The compliance requirements for all service providers is nothing less than nightmarish:

  • All providers must permit police officer, RCMP or CSIS officer the ability to assess or test the service providers facilities that may be used to intercept communications.
  • Service providers to provide lists of names of employees who would be tasked with undertaking intercepts, who may then be subject to police background checks

  • Section 34(1) – “An inspector may, for a purpose related to verifying compliance with this Act, en-ter any place owned by, or under the control of, any telecommunications service provider in which the inspector has reasonable grounds to believe there is any document, information, transmission apparatus, telecommunications facility or any other thing to which this Act applies.

Once in the facility, said inspector can:

  •  “examine any document, information or thing found in the place and open or cause to be opened any container or other thing;”
  • “examine or test or cause to be tested any telecommunications facility or transmission apparatus or related equipment found in the place;”
  • ” use, or cause to be used, any computer system in the place to search and examine any information contained in or available to the system;”
  • make copies of anything they want.

Then there is the extra-judicial provisions for non-compliance by any service provider:

39. Every person who contravenes a provi-sion, order, requirement or condition designat- ed under subparagraph 64(1)(p)(i) commits a violation and is liable to an administrative mon- etary penalty not exceeding the prescribed maximum or, if no maximum has been pre- scribed, to a penalty not exceeding $50,000, in the case of an individual, and $250,000, in any other case.

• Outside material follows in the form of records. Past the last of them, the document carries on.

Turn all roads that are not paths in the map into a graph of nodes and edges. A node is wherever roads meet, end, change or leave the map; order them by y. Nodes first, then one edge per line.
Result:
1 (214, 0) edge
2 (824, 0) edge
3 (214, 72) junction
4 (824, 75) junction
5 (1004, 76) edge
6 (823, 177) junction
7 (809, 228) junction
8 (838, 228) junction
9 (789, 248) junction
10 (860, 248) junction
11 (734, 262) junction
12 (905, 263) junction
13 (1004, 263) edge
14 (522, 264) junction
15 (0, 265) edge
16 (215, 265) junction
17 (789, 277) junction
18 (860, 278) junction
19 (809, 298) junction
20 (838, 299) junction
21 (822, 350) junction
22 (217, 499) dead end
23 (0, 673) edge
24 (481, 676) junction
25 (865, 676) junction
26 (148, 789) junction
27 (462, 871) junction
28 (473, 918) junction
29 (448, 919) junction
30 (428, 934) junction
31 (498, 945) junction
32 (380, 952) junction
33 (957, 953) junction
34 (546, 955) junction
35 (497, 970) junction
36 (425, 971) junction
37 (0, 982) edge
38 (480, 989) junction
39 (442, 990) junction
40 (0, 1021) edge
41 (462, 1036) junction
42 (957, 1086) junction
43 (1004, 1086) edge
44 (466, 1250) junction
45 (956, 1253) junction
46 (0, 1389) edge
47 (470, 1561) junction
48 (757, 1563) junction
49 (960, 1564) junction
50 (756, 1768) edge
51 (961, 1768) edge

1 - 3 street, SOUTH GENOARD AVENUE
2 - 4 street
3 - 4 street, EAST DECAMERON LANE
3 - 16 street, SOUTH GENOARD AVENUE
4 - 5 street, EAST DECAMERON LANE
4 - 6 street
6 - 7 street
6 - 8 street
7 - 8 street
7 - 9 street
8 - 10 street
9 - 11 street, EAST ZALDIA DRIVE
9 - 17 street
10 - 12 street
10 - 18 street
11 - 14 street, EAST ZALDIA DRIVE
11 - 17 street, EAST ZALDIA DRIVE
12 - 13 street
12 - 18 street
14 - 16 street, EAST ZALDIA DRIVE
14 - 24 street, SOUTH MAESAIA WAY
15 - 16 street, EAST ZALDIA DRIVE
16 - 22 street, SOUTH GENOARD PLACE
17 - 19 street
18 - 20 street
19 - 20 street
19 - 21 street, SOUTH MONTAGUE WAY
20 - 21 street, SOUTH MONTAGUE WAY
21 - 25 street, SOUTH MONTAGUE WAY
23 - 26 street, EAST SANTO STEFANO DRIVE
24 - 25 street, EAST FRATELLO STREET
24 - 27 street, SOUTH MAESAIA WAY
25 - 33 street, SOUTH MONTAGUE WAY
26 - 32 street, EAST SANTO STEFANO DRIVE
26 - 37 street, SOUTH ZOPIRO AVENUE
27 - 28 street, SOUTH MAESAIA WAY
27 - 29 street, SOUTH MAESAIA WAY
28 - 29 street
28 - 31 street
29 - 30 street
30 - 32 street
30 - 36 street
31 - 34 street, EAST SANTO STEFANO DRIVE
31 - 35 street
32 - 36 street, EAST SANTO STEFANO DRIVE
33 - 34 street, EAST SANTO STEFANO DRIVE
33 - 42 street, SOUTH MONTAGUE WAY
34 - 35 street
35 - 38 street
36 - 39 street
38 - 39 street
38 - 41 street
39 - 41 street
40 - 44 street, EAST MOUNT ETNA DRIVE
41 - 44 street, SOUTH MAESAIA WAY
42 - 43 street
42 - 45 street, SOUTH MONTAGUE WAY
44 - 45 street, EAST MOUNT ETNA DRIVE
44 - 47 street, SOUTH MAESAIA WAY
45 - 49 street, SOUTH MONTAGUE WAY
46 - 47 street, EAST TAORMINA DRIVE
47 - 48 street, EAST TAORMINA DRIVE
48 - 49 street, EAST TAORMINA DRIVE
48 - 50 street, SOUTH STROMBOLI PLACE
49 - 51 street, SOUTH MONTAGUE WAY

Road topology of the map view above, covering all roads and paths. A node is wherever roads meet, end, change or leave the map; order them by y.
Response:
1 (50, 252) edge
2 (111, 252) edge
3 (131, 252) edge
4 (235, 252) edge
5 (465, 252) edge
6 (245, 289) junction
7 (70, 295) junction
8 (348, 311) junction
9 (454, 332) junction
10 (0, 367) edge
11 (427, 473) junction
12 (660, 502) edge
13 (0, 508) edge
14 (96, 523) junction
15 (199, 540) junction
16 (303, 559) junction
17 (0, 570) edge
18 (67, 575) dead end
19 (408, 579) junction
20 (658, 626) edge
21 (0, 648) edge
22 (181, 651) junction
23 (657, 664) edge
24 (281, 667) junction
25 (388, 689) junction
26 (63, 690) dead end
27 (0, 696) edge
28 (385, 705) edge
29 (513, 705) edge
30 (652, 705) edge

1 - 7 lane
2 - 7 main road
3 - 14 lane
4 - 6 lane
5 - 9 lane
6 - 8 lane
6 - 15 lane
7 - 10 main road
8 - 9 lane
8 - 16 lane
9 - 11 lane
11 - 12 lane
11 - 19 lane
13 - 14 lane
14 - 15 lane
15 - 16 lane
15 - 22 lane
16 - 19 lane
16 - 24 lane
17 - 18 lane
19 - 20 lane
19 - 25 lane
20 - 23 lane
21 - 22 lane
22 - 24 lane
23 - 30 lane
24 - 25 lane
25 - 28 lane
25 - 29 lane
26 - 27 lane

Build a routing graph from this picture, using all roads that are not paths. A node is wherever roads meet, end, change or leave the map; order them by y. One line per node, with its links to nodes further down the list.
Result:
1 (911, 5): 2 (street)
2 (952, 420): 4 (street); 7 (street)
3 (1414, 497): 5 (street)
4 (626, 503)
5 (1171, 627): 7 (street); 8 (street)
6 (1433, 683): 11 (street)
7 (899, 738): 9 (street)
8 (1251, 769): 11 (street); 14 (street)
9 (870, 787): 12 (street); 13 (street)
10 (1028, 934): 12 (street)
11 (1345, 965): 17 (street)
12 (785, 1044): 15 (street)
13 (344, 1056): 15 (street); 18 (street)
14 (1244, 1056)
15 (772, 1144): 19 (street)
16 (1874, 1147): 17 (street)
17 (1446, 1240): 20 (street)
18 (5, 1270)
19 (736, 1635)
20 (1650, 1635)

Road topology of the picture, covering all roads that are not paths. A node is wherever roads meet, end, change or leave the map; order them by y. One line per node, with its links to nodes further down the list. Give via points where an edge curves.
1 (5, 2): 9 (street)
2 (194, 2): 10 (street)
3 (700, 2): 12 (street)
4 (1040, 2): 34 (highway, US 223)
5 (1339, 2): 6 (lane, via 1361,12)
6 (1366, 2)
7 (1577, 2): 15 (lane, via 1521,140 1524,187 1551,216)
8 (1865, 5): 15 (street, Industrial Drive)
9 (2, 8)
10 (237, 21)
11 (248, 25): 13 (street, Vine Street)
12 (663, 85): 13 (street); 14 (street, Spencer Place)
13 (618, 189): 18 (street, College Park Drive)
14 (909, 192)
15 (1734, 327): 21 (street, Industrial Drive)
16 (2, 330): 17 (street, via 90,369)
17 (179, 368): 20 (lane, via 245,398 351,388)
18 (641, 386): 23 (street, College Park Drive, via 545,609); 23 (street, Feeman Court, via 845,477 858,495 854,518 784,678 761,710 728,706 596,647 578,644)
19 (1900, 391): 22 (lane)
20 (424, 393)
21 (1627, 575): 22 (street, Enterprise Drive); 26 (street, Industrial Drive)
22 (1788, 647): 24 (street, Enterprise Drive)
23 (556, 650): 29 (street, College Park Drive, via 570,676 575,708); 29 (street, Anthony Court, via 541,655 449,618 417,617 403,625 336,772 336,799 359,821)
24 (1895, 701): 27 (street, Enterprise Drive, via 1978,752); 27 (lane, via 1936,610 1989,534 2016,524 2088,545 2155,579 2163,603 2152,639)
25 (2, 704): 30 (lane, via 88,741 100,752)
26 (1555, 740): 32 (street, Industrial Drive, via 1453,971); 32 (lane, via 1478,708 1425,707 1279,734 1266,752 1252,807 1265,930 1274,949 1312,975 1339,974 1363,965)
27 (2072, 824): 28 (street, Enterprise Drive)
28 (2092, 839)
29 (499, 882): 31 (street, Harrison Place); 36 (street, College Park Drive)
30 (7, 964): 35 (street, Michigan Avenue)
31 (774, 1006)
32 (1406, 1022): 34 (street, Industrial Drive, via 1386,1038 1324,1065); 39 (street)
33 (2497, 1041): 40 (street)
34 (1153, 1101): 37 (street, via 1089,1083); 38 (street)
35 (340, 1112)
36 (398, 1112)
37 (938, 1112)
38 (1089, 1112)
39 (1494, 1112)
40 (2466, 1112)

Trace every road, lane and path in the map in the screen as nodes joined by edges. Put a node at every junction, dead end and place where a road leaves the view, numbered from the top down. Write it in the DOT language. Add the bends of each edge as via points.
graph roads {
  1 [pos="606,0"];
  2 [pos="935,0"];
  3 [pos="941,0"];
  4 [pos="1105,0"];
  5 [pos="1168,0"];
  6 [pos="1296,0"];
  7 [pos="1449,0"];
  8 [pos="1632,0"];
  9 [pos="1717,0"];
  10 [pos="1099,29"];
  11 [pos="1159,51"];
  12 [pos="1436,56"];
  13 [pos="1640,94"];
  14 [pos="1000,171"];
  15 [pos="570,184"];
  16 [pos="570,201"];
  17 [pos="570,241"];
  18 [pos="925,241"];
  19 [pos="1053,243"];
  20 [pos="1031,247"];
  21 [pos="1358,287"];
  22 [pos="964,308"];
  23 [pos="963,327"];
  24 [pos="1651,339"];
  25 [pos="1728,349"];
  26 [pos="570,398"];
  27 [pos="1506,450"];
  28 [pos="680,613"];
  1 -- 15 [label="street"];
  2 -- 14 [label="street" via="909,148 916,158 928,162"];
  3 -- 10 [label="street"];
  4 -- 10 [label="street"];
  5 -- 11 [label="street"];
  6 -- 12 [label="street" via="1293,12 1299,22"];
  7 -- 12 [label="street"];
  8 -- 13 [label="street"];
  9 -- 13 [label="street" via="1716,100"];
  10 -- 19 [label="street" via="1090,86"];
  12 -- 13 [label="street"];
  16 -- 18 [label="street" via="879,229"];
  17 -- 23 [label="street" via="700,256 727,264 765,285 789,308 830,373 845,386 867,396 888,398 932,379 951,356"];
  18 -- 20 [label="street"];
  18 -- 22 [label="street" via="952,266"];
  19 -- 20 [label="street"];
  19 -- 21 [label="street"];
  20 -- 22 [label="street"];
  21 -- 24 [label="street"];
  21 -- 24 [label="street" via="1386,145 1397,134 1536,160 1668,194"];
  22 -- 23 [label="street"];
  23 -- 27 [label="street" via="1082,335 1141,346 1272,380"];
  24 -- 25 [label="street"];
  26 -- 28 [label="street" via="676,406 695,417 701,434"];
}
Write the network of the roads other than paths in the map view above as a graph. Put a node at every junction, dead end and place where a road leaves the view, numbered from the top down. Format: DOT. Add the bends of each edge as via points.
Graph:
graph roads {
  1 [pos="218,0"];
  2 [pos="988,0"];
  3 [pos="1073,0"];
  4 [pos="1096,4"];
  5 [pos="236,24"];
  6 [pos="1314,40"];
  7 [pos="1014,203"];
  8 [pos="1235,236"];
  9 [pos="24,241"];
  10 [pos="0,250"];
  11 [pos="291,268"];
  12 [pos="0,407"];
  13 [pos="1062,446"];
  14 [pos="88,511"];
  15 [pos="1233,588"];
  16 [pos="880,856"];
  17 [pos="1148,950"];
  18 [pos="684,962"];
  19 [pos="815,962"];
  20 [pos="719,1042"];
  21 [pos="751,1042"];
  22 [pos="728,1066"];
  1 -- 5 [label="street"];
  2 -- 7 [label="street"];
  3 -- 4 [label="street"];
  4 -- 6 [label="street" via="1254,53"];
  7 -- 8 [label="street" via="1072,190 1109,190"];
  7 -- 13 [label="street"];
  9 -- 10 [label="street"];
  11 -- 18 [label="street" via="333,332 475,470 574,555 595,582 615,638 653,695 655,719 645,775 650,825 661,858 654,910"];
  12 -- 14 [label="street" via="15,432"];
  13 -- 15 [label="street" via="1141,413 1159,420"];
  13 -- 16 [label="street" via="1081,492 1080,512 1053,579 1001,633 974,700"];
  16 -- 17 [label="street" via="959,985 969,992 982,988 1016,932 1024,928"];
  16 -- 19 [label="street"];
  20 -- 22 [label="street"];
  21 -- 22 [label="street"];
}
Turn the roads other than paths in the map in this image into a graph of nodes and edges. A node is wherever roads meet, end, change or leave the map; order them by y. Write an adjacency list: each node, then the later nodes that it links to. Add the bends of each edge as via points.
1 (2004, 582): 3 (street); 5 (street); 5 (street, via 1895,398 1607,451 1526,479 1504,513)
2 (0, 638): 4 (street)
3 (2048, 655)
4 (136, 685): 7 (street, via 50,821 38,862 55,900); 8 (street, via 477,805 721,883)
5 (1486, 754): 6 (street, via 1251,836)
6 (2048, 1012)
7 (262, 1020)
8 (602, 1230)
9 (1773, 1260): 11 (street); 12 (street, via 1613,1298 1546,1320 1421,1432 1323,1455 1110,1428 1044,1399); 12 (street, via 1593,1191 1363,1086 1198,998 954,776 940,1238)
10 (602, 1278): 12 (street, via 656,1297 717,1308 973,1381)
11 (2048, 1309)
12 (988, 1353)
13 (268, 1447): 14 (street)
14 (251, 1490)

This happens, not by being charged with an offense, not by being summoned, but by being served a “Notice Of Violation”.

41. (1) A designated person may issue a notice of violation and cause it to be served on a person if they believe on reasonable grounds that the person has committed a violation.

42. (1) A person who is served with a notice of violation must, in accordance with the notice, pay the penalty set out in the notice or make representations with respect to the amount of the penalty or the acts or omissions that constitute the alleged violation.

(2) A person is deemed to have committed the violation if they either pay the penalty in accordance with the notice of violation or do not pay the penalty and do not make representations in accordance with the notice of violation.

Also, an employer is liable for a “violation” if it is committed by an employee, whether or not the employee is identified or proceeded against.

And to top it all off, as a final “fsck you” from the Minister to all Internet Service Providers in Canada:

All ISPs must, within 6 months of the Act becoming law submit a report to the Minister of Public Safety and Emergency Preparedness detailing the facilities they operate.

But hey, if we don’t like it, then according to Safety Minister Vic Toews “we must be siding with the child pornographers“, right?

What This Law Will Do If Passed

So basically what happens if this becomes law is this:

  1. Canadian service providers will lose business to foreign technology providers who are not constrained by warrantless state oversight into their facilities, customer information and data.
  2. Service Providers will pass along indirect costs of compliance to customers since there will inevitably be additional expenses outside the scope of government reimbursement.
  3. Kiss good-bye what I think is currently a fairly healthy climate of willful, uncoerced co-operation between ISPs and Law Enforcement. ISPs now have their own Acceptable Use Policies and tend to self-police in ways that help LEA when actual crimes are being committed. Existing law works and as Michael Geist notes in another post, gets results. Bring in this law, and law enforcement becomes Big Brother. Nobody wants to deal with Big Brother.
  4. A technology Brain Drain will occur. If this law comes through looking like this then I for one will start my next company somewhere else. I doubt I’ll be alone in that. Crappy winters are one thing, but this, I don’t need.
  5. Not a single technology entrepreneur, investor, executive or knowledge worker in Canada will vote for the Conservative Party ever again. Maybe that’s not a bad thing.